The highly variable OspC gene is located on a 27 kb circular plasmid and encodes for lipprotein, which contains an 18 amino acid sequence. This amino acid sequence changes after processing and lipidation at the amino proxymal Cys residue. The high variability of OspC gene makes OspC protein very polymorphic which varies among the major groups and even within different locations (Kumaran et al. 2011). The three dimensional structure of OspC consists of five helices and to anti-parallel beta sheeet per monomer(Figre1). Not all strains of OspC are invasive to human (less than half). Even within invasive groups, the amino acid sequence varies (dissimilarities in building units), yet all of the invasive groups continue to share remarkably well reserved solvent structure (Figure 5) within the cavity (similarity in 3D structure and folding leading to similar function). Another point of significance to be added is that regions in all invasive species are likely to be partially occupied by heavy trace ios(Kumaran et al. 2001). One of the most prominent differences between OspC of invasive strands of spirochete has a strong negative electrostatic potential region which exists with in its two fold axis (Figure 2).

The importance of this negative region is immense because it is likely to have a variety of functions. Initially it has been proposed that OspC may function in the cellular adhesion of Lyme disease because of its predisposition to bind to positively charged host ligands, such as extracellular glycoproteins like fibronectin. But more recent studies have suggested that the function of OspC may be entirely different. It is now understood that OspC plays a role in immobilizing plasminigoen, suggesting that OspC is biologically relevant plasminogen receptor on the surface of B.burgdoferi. B.burgdoferi, like many bacterial pathogens, cannot produce endogenous membrane-associated proteases and has to appropriate host proteases to increase the probability of successful host colonizatio (Onder et al. 2011).

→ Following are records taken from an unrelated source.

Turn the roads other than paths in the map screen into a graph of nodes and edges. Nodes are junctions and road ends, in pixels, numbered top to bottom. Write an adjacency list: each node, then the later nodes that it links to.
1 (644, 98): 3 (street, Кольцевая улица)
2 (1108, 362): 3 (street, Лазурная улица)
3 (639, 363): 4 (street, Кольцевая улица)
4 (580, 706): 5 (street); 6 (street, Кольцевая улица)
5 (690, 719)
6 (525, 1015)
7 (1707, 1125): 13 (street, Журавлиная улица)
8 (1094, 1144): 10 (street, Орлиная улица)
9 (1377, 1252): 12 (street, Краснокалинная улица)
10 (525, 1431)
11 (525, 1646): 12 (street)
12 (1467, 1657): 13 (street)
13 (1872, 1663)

However, the existence of the negatively charged region may not be the only reason contributing the invasion Overall structure of OspC may play an equally important role. Recent studies showed that, in serum of patients demonstrationg erythma migrans (early stage of Lyme disease), IgM antibody has been found to interact with OspC (Wilske et al. 1986). On the other hand, immunoblot of serum from patients showing secondary infections has been observed to demonstrate a lower number if IgM-OspC complexes, further demonstrating the importance of OspC for the primary transmission (Dressler et al. 1993). In addtion, moderate IgG reactivity to OspC has been found in the serum of patients at an early stage of Lyme disease (Fung et al. 1994). Furthermore, supporting researches have highlighted a well-conserved immunodominant epitope located on the carboxy-terminal region of OspC demostrating the ability of binding to antibodies (Jobe et al. 2003). IgM and IgG antibodies from serum of patients at an early stage of Lym edisease get asorbed with a carboxy- terminal ( seven amino acid long) of OspC (figure 6). Surprisingly, this epitope on carboxy-terminal and its binding of antibodies is very well conserved among different invasive OspC protein (Lovrich et al. 2005).

Since OspC helps with early transmission of spirochete to the host body, it will be much more efficient to develop a vaccine based on OspC compared to the current vaccination based on OspA (Kumaraan et al. 2001). In addition, a combinatory vaccination based n both OspA and OspC may be developed to not only produce antibody in the host body responding to OspC but also disinfecting the tick while it feeds on the host body blood containing antibodies for OspA (Greenberg 2001). Nevertheless, due to high variance in structure (with invasive groups, which can even vary depending on location), it is a matter of difficulty to produce a globalized vaccination (Kumaran et al. 2001). A globalized vaccination may work by denaturing the structure of OspC and making it impossible for it to bind to host cell. A proposed target area for a vaccine may includes areas like the well-conserved immunodominant epitope present at the carboxy-terminal of OspC (Jobe et al. 2003).